### Problem details
Scan the entries for lines with the word "Тепенькинская", then copy those lines.

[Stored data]
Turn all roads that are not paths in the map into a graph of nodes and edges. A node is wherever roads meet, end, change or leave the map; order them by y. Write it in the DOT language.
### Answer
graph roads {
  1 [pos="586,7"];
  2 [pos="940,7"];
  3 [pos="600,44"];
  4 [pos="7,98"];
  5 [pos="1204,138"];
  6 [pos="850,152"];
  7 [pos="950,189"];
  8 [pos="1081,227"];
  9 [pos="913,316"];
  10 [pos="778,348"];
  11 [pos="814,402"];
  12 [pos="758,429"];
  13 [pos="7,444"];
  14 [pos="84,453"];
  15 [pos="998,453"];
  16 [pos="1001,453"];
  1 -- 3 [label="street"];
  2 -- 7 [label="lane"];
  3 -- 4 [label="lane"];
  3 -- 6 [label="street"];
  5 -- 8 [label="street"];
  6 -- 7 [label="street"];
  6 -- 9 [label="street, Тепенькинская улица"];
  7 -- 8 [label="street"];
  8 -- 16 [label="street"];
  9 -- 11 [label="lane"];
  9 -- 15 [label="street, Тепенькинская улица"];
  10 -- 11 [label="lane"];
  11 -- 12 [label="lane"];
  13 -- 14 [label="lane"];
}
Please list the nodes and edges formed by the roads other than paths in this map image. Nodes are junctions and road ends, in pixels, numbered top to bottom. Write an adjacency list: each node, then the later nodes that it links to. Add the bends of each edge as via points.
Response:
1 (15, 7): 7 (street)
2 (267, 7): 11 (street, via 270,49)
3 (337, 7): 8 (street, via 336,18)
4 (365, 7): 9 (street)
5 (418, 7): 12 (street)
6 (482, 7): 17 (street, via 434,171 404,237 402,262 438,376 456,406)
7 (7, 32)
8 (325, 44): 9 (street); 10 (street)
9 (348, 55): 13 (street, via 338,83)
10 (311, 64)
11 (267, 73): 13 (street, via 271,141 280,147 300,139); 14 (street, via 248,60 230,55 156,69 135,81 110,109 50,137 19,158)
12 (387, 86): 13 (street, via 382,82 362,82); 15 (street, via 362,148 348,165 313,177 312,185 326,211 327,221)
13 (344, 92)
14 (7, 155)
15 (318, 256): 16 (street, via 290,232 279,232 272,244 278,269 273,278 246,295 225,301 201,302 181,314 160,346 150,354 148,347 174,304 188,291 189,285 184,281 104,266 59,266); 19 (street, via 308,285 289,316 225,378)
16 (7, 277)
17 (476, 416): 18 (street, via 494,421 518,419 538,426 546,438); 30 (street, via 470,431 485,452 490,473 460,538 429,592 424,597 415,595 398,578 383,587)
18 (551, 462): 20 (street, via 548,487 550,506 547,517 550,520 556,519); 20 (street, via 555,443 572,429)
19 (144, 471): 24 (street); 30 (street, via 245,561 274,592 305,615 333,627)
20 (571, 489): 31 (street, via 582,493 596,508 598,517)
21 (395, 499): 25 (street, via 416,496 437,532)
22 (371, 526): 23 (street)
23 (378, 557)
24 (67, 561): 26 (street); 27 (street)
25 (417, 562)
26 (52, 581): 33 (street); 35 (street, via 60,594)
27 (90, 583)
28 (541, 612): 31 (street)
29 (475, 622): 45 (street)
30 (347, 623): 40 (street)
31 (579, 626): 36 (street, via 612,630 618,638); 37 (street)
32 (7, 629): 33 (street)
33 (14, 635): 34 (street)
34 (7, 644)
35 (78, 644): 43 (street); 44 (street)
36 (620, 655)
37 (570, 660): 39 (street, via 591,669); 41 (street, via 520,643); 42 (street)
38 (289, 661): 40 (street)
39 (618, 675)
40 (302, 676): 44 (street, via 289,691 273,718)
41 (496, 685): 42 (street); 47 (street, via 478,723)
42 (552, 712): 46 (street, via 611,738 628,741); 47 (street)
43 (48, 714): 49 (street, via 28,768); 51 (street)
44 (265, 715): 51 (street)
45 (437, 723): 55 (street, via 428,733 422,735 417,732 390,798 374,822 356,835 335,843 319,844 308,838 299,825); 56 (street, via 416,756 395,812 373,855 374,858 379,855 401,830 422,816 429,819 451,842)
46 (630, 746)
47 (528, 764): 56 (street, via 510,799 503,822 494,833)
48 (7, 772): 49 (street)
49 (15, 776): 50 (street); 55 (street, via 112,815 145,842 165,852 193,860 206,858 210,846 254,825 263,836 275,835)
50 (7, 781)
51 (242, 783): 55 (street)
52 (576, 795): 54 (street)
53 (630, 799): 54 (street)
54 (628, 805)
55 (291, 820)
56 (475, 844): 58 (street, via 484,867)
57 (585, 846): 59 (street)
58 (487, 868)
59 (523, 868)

### Written response
  6 -- 9 [label="street, Тепенькинская улица"];
  9 -- 15 [label="street, Тепенькинская улица"];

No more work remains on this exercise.